Anne Marion de CAYEUX

Avocat au Barreau de Paris Spécialiste en Droit de la famille
des personnes et de leur patrimoine
Médiateur Espace Client
e) justice : avantages et inconvénients

e) justice : avantages et inconvénients

Publié le : 11/07/2011 11 juillet Juil. 2011
Le mercredi 6 juillet 2011, l’Ordre des avocats de Paris organisait une session de formation au Réseau Privé Virtuel des Avocats  (RPVA).

L’abonnement au RPVA coûte 161, 41 euros TTC pour trois ans. C’est simplissime, vous allez là, vous téléchargez le contrat et vous le renvoyez avec une pièce d’identité, un chèque et une copie de votre kbis ou avis sirene.

Le RPVA permet à l’avocat une connexion directe et sécurisée en ligne avec les différents TGI de la région parisienne (Paris, Créteil, Bobigny et Nanterre) ainsi qu’aux différents services de l’ordre des avocats (e-barreau, e-carpa, etc…).

L’abonnement permet l’accès par internet aux bulletins de procédures dématérialisés ainsi qu’aux mêmes informations que celles dont dispose le greffe sur un dossier (identité des parties, avocats constitués, conclusions signifiées, dates d’audiences, mesures d’instructions, etc…)

Un système d’alerte par mail vous permet d’être informé dès qu’un événement se produit (signification de conclusions adverses …)

Vous aurez enfin vos jugements le jour du délibéré sans déplacement. Plus de timbre « HA » à avancer.
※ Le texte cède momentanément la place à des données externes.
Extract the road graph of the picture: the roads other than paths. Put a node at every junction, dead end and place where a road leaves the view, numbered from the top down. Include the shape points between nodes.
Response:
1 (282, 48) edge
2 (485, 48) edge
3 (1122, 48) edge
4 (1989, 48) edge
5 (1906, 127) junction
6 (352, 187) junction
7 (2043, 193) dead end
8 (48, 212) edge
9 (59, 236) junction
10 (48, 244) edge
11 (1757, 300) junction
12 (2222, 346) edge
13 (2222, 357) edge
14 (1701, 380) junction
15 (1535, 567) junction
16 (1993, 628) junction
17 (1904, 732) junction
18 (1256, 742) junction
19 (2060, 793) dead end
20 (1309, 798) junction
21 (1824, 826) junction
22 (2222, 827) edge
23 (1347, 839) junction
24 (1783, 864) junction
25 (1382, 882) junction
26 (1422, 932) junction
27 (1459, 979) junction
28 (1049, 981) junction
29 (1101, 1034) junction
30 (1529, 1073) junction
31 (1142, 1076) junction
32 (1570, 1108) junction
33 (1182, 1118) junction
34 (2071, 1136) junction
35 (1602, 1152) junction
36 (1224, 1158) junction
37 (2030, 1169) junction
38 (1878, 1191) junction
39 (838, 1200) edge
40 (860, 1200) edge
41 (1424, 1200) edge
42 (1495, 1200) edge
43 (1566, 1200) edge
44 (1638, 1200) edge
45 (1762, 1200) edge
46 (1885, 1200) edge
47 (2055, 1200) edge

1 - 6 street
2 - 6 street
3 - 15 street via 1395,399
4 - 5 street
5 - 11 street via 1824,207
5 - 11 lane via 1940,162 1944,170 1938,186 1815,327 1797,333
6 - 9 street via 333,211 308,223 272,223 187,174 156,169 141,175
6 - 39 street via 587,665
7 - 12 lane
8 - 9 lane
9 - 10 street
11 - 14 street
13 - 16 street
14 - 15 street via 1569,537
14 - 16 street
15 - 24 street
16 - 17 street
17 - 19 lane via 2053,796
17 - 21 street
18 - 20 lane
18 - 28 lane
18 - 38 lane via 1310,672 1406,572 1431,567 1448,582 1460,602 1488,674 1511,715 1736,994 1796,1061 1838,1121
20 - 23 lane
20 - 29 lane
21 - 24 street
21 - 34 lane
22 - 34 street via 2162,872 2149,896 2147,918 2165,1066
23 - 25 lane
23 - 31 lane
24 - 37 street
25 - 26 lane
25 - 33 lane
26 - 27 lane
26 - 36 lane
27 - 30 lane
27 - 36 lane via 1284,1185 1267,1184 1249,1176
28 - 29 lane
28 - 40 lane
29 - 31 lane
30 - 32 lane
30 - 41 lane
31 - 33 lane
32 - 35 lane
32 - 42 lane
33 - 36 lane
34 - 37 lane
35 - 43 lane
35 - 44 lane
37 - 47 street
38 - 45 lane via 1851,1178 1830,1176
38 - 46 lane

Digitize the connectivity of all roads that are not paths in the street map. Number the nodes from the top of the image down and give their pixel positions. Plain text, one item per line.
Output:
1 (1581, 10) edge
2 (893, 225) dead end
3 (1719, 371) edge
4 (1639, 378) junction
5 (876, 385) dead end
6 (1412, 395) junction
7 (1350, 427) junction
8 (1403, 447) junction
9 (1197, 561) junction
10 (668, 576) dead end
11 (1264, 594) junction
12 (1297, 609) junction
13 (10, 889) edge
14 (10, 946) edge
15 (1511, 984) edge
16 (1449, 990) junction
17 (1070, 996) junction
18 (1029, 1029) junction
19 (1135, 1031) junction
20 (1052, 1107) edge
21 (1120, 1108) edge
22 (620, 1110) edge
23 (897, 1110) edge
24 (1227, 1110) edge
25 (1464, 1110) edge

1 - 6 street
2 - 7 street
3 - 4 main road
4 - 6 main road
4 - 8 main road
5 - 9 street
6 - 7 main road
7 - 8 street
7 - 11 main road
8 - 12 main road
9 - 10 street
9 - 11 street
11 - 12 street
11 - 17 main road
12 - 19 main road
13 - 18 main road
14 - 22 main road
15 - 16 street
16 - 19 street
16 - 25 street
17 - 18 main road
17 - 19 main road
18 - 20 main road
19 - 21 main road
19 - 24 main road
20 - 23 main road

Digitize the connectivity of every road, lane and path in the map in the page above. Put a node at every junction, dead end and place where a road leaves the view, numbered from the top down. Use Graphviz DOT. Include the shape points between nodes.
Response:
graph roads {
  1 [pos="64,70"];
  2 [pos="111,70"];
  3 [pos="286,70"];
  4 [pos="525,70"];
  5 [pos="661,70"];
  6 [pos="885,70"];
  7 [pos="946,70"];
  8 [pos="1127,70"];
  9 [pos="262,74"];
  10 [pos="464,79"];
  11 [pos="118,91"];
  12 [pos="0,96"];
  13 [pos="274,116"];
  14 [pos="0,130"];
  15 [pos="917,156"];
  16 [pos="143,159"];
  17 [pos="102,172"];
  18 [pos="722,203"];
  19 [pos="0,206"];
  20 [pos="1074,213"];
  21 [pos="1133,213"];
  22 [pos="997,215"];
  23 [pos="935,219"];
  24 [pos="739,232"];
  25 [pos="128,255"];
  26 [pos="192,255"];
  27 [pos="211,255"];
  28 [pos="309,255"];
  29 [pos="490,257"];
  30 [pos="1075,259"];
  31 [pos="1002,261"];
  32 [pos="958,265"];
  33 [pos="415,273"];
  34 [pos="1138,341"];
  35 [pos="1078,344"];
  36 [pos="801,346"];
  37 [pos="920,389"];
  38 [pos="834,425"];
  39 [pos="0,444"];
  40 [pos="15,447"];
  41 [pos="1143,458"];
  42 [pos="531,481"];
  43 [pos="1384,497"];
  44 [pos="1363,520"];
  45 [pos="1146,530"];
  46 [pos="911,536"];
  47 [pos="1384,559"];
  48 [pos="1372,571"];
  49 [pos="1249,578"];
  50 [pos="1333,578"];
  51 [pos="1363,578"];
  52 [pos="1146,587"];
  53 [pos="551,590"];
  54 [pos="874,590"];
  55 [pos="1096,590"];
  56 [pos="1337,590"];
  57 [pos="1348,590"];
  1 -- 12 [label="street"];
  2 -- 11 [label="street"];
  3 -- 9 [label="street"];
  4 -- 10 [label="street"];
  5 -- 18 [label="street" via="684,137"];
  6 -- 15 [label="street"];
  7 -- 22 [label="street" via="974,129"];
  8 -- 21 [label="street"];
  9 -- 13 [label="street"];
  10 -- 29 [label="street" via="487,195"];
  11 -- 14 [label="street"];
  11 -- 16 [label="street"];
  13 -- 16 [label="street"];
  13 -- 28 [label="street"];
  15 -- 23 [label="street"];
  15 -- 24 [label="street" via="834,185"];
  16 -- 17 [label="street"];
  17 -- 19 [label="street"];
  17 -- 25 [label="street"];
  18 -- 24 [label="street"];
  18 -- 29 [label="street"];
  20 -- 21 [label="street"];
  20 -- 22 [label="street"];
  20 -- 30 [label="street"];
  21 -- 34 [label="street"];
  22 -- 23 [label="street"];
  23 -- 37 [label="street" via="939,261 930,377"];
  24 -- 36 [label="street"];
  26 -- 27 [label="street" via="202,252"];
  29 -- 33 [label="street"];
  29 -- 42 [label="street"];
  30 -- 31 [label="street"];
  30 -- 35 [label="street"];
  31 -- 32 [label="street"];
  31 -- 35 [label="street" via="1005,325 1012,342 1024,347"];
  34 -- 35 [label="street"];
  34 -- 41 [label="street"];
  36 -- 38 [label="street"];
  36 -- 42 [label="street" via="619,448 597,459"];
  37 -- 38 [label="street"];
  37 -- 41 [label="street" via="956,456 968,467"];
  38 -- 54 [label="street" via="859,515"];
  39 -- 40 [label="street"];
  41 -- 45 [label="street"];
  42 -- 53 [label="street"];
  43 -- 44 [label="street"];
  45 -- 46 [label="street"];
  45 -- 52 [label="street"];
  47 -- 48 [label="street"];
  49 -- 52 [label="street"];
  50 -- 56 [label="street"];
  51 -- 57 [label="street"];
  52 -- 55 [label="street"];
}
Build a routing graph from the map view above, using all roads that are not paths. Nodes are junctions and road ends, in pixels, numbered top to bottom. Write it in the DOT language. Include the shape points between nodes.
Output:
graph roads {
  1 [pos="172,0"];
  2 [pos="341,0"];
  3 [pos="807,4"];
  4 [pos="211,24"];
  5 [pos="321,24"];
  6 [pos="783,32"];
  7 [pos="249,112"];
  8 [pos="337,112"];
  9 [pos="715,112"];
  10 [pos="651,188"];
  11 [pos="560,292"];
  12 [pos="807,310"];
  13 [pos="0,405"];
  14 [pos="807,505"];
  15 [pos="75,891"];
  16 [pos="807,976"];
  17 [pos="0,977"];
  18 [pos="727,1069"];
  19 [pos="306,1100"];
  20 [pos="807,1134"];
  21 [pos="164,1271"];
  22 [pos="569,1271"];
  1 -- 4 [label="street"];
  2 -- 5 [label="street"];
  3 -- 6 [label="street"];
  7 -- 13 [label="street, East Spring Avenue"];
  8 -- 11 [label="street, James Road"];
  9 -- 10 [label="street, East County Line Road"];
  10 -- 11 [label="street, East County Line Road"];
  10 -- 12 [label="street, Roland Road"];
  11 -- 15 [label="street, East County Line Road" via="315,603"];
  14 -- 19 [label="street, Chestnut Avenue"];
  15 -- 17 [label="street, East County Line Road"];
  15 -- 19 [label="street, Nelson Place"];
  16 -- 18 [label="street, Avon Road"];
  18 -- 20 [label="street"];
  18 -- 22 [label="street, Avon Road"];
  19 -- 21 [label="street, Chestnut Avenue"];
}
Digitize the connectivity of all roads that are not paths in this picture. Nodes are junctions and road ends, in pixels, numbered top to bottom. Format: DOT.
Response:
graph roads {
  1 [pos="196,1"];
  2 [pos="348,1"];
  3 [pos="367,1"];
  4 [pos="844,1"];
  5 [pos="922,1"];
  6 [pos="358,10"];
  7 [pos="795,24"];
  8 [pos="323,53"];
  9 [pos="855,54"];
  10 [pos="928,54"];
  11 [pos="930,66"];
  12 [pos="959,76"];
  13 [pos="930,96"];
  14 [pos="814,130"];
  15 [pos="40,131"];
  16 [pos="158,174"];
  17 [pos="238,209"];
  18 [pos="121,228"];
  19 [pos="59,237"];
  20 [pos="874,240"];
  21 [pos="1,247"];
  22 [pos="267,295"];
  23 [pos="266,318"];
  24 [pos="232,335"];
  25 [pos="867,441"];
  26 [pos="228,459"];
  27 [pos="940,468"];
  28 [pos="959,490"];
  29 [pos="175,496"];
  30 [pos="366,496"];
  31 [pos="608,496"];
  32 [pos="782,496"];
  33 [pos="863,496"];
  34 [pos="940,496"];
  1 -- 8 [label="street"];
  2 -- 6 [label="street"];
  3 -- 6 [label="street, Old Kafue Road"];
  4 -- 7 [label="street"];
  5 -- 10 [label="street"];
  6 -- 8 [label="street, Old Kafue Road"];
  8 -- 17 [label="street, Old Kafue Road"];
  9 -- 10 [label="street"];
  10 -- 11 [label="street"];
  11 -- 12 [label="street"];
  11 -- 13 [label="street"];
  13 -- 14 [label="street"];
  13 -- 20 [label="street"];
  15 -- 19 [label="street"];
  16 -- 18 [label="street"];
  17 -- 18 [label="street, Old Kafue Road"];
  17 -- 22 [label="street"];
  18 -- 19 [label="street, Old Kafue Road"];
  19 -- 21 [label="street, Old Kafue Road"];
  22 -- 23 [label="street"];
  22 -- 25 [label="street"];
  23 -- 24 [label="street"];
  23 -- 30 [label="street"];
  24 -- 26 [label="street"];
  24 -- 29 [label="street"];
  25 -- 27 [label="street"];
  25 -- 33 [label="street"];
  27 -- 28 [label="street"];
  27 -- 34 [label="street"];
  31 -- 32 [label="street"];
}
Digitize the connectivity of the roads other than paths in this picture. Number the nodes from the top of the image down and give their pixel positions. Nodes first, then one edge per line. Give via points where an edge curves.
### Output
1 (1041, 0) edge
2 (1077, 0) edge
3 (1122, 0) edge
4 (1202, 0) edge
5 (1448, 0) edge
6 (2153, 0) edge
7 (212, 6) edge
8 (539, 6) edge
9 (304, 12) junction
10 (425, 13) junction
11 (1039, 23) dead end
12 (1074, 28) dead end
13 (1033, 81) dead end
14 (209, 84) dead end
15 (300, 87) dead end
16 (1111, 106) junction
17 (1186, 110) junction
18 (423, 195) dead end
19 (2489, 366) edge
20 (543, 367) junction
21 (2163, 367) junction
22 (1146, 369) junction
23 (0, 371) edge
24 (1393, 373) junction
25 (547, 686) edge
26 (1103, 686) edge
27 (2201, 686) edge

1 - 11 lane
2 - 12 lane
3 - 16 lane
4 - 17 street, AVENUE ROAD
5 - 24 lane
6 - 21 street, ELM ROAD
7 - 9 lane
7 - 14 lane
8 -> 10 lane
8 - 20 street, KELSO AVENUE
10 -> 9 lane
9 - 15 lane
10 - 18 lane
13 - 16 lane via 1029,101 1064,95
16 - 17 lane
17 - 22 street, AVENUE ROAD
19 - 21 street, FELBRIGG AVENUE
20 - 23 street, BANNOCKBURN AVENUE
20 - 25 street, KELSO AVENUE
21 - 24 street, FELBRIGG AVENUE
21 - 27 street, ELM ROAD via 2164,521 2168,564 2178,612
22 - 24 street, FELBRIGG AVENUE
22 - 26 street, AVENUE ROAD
L’attente interminable aux audiences de mise en état est-elle du passé ?

Pas encore vraiment. Trois difficultés ont été évoquées lors de la formation.

1. L’avocat inscrit au RPVA ne peut plus signifier ses conclusions que par cet intermédiaire.

Ce qui n’est pas pour plaire à nos amis huissiers audienciers, les privant du bénéfice du timbre à 4,60 €. Ces derniers semble-t-il refusent de signifier vos conclusions dès lors que vous êtes inscrit au RPVA, même si elles sont à destination d’un confrère qui n’y est pas inscrit !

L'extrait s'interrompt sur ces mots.